Someone here posted about an M&S sunflower & ??? bread recently, but I can't find the thread. 

Anyway, while shopping today we found an M&S sunflower & pumpkin sliced loaf - aha! I thought, is this what was on the forum? It has around 15 carbs per slice (as far as I could make out - the listing was 'per portion' not per slice), but we bought it and I tried a toasted slice this afternoon with a cuppa.

Results: before eating: 5.2; after 85 minutes (I forgot to do the 1 hr test []) it was 7.1; after 2 hrs it was 5.5. So not bad, and the slices are quite thick. It'll make a change from Burgen


----------



## Northerner (Apr 8, 2016)

Looking good!


----------



## Mark Parrott (Apr 8, 2016)

Ooh, i might try that. How much is it? Im married to a Yorkshire woman so cant pay more than £1.50 for a loaf.


----------



## KookyCat (Apr 8, 2016)

Hmm yes, that's one of my favourites along with honey sunflower spelt loaf, approx 12g of carb per slice, lighter and makes good crispy toast


----------



## Pine Marten (Apr 8, 2016)

Mark Parrott said:


> Ooh, i might try that. How much is it? Im married to a Yorkshire woman so cant pay more than £1.50 for a loaf.

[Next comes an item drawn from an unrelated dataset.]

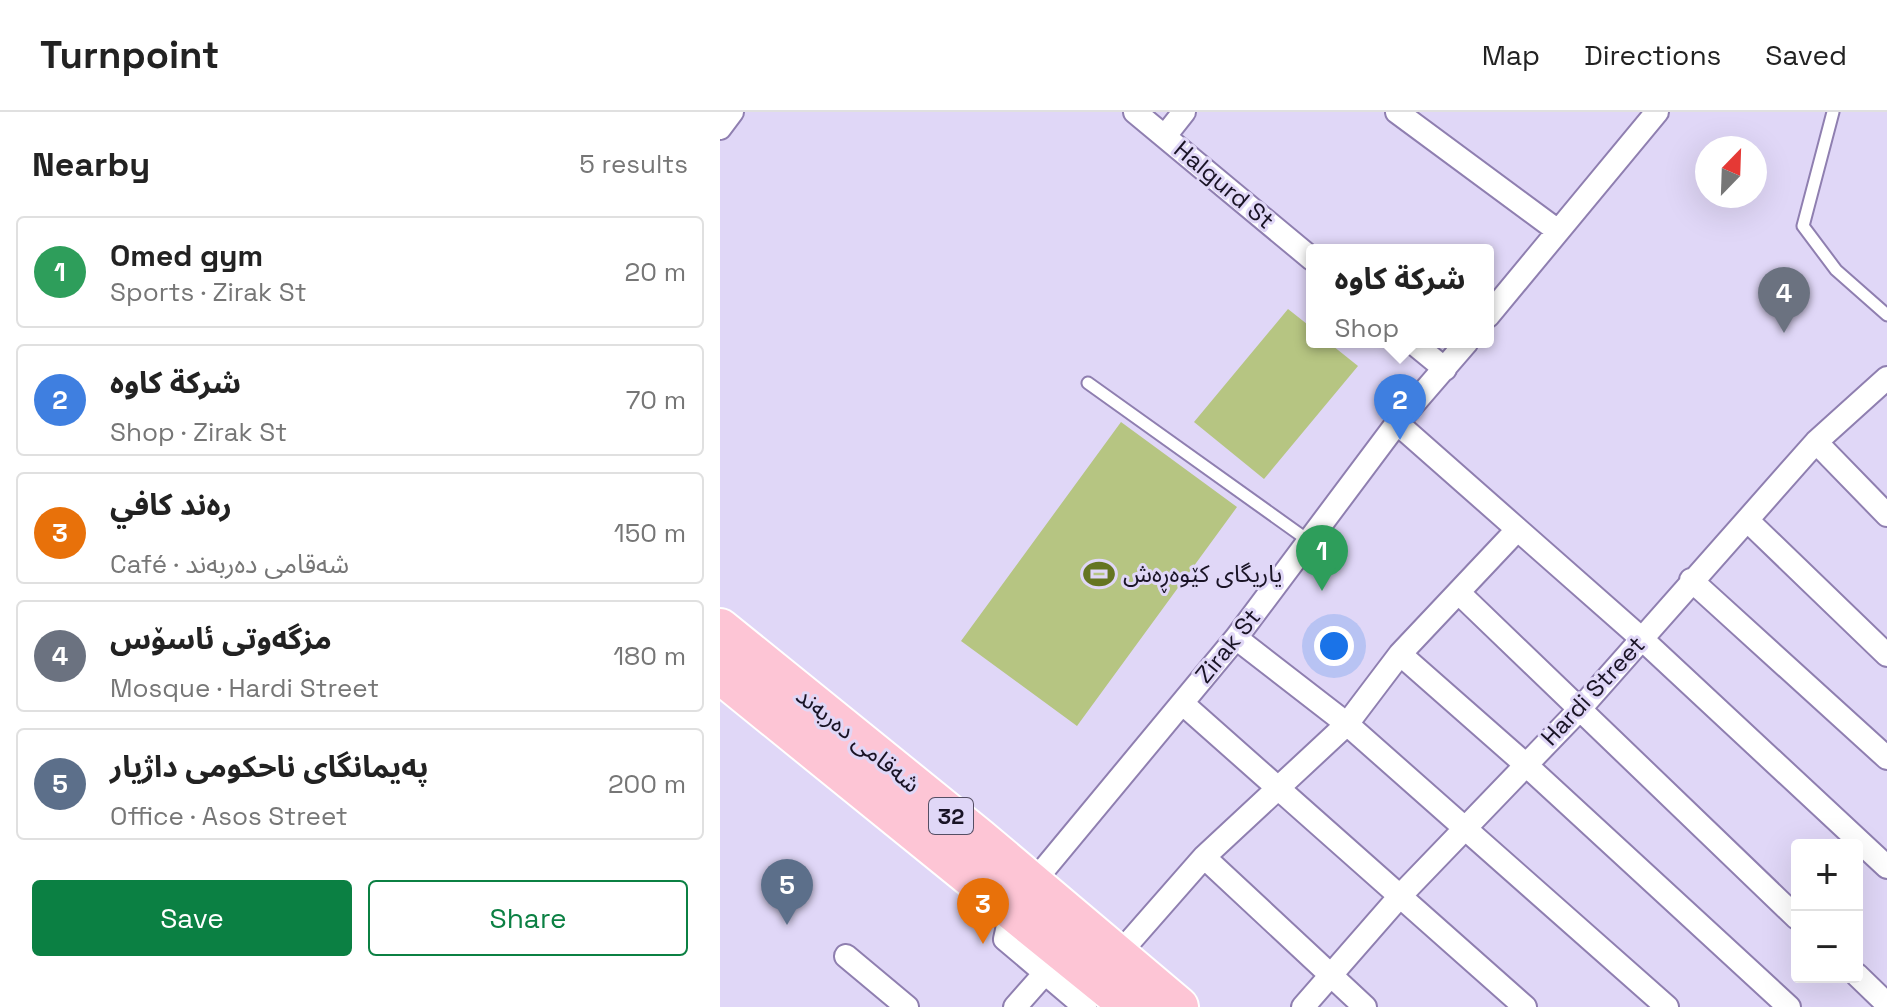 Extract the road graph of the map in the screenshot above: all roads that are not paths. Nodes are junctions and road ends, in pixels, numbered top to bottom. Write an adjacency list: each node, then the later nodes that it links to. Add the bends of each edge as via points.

It was £1.50! And actually they had it on offer, 2 for £2.50 but as I didn't know what it was like I got only the one.


----------



## Nick Jones (Apr 8, 2016)

I think it's similar to the sunflower and honey batard they do in the cooperative.really nice.around a £1.00


----------



## GregP (Apr 8, 2016)

I had a seeded roll from M&S (called something like Pain Aux Graines) and it was bloody horrible. Like eating cardboard and razor blades


----------



## Annette (Apr 8, 2016)

GregP said:


> Like eating cardboard and razor blades


Ive never tried cardboard and razor blades. Whats their carb count?


----------



## Nick Jones (Apr 8, 2016)

Plenty of Iron I suspect


----------



## KookyCat (Apr 9, 2016)

Nick Jones said:


> I think it's similar to the sunflower and honey batard they do in the cooperative.really nice.around a £1.00



It is, that one is lovely, we don't have a Co-op sadly because theirs is delicious.

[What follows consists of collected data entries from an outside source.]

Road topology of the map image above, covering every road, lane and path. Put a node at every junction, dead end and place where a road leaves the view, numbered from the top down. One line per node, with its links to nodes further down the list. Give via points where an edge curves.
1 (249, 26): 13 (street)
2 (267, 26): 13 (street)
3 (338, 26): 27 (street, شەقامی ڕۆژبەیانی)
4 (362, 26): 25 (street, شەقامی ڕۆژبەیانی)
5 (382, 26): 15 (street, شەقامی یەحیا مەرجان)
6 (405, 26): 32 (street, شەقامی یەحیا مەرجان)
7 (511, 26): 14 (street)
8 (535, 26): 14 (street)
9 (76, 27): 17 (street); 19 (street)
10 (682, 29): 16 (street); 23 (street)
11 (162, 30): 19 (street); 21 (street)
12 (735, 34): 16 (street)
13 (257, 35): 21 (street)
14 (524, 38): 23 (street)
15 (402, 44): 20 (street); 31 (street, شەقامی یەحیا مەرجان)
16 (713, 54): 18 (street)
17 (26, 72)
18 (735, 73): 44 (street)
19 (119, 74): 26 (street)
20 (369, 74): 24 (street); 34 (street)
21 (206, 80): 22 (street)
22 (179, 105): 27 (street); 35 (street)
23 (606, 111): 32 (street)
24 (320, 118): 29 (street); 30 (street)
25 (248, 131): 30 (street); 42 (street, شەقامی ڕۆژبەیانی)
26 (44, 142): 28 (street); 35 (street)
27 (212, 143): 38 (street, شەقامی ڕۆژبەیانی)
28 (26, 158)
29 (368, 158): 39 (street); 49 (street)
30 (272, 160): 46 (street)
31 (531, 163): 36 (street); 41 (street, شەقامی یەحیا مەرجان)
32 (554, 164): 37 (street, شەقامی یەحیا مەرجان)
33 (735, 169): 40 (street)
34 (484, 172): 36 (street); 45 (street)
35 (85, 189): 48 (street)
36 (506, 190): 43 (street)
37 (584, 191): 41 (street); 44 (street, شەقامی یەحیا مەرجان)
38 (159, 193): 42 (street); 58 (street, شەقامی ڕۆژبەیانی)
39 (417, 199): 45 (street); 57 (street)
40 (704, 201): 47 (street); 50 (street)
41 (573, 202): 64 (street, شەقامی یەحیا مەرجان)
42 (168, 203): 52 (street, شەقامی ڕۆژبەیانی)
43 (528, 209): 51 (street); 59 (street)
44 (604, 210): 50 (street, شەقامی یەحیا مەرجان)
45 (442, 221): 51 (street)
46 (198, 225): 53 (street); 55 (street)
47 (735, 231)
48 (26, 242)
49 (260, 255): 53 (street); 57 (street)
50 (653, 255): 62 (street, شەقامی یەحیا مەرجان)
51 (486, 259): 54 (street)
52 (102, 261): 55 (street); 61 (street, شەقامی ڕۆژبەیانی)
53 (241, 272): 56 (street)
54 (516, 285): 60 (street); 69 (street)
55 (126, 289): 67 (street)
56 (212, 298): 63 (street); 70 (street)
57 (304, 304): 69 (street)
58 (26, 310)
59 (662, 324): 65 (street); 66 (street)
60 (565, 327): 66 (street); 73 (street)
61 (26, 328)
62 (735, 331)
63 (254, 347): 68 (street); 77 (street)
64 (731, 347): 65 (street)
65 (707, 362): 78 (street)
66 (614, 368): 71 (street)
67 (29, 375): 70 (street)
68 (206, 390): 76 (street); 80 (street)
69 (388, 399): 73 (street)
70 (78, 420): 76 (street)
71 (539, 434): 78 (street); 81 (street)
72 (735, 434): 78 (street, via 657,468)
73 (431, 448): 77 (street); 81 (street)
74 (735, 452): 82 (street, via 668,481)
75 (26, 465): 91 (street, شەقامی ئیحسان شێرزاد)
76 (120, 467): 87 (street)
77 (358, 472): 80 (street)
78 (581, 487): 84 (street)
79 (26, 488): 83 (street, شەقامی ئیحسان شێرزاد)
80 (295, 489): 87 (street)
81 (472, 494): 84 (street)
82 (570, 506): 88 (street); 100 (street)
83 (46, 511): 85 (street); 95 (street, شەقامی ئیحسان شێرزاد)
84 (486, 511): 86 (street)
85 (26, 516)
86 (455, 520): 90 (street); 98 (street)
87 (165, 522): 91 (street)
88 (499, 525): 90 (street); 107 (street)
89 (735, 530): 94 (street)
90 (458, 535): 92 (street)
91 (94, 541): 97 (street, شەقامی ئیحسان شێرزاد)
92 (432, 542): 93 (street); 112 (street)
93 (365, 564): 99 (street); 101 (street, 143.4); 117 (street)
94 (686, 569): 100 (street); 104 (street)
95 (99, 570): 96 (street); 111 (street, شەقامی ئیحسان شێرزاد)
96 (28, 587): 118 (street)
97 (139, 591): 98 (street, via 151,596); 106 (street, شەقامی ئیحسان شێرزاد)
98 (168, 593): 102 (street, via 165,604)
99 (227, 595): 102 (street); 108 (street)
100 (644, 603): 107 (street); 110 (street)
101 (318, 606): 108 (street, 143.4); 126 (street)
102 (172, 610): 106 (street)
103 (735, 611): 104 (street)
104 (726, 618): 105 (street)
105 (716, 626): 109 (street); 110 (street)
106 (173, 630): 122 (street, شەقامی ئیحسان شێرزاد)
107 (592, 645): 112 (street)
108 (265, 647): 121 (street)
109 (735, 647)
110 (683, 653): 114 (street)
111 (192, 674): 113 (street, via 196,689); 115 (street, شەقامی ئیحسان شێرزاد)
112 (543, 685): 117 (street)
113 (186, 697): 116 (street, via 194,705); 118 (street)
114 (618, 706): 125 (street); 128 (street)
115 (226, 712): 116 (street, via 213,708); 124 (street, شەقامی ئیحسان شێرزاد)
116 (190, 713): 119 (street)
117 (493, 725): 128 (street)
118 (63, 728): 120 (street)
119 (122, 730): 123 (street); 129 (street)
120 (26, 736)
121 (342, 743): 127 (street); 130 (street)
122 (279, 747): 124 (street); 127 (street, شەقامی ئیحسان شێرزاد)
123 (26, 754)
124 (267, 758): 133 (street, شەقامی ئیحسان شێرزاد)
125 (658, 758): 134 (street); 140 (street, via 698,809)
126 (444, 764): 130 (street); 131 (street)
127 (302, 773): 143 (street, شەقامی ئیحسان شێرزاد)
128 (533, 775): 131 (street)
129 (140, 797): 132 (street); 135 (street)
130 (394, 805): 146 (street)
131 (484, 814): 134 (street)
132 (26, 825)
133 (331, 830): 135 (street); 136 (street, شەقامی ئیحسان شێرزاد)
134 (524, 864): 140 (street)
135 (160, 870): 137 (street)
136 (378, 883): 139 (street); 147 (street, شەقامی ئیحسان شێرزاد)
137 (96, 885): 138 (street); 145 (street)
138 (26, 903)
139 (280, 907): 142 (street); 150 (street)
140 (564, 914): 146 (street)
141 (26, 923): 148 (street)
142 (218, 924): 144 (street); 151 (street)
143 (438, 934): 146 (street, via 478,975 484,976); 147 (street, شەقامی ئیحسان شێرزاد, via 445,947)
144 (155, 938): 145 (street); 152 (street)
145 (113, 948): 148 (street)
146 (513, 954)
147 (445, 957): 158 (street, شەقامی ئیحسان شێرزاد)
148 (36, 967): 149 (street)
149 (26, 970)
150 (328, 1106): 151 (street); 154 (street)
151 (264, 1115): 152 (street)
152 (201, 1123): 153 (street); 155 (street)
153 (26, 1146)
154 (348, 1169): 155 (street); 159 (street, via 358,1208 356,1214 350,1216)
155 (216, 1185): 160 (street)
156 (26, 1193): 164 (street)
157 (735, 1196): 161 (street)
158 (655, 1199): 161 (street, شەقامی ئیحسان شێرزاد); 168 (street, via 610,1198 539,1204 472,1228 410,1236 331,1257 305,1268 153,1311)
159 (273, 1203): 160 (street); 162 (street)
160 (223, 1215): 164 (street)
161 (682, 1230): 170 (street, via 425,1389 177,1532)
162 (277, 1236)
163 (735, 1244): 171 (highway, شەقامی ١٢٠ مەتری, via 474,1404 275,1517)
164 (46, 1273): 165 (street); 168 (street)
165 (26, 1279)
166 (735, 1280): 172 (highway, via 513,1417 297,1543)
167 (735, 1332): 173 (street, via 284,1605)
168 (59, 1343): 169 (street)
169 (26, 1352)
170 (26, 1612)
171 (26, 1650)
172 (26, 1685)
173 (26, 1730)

Incidentally I make my own in a bread maker, basic bread recipe with wholemeal spelt flour instead of plain flour (spelt has less impact on me than normal flour but it's not really lower carb just more complex because it's less refined), honey in place of the sugar to activate the yeast, chuck in a good few handfuls of seeds and some flax because I like it, other ingredients as normal and then bake.  It comes out much the same.  I've managed to break my 20 year old bread maker now though so M&S it is until I can afford a new one


----------



## GregP (Apr 9, 2016)

I'd bake my own, but I don't eat enough bread now to justify it. If I tried to give my hubby anything other than plastic thick white sliced I'd never hear the end of it! So Bergen, Lidl protein rolls and the occasional razor blade bread for me!


----------



## Pine Marten (Apr 9, 2016)

KookyCat said:


> Hmm yes, that's one of my favourites along with honey sunflower spelt loaf, approx 12g of carb per slice, lighter and makes good crispy toast


I didn't notice this one in M&S but will have a look next time we're there. We don't have a Co-op, or a big Lidl, but has anyone looked in Morrisons for any other varieties? We have a Morrisons, M&S and Waitrose all almost next to each other, and a couple of small Tescos and Sainsburys in the other direction.


----------



## Nicola16 (Apr 22, 2016)

I know I'm late to reply to the thread but I found a similar loaf in tesco called sunflower and pumpkin seed loaf. It's 13.9 g a slice! Tastes good either normally or toasted.


----------



## EmmyBuzz (Apr 29, 2016)

Hovis have got a sunflower and pumpkin seed load out, the small loaf (but the slices aren't that much smaller than burgen I don't think!) has 10.7g per slice, it was a nice change from my trusty burgen that I've been mostly eating ever since someone at work mentioned how low it was!


----------



## Alison Carr (Jun 13, 2016)

Hi I love the brown cob low GI bread from Lidl (and I gather Aldi do similar).  Soft and moist inside with bits of pumpkin seed etc.  Lovely.


----------